__Data listing__:

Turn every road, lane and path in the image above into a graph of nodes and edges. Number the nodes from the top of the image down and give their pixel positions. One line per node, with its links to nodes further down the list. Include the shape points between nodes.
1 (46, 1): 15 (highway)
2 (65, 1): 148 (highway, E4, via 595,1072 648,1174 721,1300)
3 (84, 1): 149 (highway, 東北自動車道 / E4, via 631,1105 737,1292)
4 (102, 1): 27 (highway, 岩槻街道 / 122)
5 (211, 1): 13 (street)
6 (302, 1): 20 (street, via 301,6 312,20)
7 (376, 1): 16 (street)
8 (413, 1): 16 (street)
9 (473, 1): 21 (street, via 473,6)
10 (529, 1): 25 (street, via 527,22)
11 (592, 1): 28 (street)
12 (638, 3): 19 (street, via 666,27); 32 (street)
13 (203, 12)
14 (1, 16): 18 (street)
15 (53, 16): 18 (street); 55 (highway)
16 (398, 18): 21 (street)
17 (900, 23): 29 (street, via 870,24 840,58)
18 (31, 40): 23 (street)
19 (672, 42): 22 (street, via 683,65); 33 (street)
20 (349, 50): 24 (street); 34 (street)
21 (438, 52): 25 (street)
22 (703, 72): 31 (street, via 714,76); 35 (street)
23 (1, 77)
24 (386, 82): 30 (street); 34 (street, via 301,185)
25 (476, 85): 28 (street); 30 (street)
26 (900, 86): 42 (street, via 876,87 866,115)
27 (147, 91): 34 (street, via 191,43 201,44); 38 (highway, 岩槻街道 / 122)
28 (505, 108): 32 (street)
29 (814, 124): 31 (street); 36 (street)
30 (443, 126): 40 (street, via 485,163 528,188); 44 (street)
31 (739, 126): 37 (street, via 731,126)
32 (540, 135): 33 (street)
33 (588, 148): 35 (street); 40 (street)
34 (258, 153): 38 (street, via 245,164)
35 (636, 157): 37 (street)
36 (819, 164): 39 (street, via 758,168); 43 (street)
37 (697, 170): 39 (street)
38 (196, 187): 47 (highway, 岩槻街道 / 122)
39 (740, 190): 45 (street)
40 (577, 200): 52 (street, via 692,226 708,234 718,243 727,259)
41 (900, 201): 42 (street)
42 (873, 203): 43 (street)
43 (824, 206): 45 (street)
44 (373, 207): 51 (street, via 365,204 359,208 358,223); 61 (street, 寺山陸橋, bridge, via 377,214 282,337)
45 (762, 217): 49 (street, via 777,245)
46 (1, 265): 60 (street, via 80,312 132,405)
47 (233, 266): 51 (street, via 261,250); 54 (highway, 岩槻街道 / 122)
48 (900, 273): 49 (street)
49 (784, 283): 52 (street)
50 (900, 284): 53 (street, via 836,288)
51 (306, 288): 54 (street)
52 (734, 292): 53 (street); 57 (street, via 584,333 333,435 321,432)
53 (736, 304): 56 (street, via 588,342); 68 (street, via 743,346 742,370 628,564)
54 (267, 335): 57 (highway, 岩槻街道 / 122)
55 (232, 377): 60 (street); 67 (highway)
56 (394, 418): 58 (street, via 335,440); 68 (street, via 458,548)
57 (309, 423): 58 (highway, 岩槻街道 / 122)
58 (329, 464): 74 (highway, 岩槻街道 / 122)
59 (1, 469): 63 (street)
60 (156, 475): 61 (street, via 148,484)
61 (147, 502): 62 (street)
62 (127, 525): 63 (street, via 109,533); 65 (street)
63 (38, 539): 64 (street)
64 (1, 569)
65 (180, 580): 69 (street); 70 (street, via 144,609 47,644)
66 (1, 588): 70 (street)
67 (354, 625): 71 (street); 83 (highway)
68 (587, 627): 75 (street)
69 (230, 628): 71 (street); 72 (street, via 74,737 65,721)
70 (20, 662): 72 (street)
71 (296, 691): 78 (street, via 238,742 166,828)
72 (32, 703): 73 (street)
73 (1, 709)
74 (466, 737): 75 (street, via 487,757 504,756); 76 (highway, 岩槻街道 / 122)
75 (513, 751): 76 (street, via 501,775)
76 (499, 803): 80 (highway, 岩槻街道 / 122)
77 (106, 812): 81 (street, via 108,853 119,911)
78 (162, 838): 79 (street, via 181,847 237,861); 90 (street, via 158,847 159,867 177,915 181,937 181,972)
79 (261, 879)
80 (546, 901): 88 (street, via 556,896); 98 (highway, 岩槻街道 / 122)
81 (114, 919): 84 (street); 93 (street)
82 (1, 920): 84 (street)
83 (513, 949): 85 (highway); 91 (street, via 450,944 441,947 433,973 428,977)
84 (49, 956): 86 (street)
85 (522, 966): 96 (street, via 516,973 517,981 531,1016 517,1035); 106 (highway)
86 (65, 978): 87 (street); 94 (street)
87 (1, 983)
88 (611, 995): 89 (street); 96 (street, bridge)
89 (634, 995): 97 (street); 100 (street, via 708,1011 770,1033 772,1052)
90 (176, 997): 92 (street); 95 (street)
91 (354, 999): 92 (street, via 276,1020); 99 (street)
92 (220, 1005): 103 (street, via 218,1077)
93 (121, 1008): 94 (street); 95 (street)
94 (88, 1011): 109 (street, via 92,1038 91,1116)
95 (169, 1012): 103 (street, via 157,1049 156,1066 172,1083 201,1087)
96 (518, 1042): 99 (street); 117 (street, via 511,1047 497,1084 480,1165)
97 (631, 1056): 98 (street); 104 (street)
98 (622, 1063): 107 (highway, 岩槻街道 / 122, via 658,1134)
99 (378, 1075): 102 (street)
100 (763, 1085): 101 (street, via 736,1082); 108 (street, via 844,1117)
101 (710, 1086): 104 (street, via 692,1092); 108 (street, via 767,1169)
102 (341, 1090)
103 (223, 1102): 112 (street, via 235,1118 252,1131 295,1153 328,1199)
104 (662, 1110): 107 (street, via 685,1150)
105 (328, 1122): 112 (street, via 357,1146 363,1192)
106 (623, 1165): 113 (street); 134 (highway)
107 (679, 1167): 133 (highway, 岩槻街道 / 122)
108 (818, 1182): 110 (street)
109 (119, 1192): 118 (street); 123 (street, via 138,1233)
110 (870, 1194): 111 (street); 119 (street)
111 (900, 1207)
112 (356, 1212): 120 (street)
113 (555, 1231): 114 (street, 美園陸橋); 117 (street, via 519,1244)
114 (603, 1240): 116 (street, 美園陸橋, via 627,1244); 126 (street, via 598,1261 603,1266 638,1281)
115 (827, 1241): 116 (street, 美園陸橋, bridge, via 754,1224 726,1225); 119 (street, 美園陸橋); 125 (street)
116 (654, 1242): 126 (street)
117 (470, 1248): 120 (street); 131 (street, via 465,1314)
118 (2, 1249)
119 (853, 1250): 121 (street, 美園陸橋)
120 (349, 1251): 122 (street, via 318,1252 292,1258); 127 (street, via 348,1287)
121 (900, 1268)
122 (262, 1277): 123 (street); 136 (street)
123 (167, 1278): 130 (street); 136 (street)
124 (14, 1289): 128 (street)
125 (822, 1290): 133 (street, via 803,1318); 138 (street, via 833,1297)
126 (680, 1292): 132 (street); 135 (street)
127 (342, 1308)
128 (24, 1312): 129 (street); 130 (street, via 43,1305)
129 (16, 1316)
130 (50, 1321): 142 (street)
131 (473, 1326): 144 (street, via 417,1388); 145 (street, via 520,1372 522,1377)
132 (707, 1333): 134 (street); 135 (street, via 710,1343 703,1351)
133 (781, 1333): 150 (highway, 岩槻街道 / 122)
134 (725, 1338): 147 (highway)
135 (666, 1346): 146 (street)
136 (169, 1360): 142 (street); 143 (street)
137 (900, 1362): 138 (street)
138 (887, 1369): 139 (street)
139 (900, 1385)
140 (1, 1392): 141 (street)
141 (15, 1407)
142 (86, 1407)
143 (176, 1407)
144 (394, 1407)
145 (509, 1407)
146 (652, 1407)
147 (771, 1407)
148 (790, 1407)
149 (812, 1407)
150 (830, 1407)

__Requirement__: Extract every line from the records above that contains the word "bridge".

__Result of the exercise__:
44 (373, 207): 51 (street, via 365,204 359,208 358,223); 61 (street, 寺山陸橋, bridge, via 377,214 282,337)
88 (611, 995): 89 (street); 96 (street, bridge)
115 (827, 1241): 116 (street, 美園陸橋, bridge, via 754,1224 726,1225); 119 (street, 美園陸橋); 125 (street)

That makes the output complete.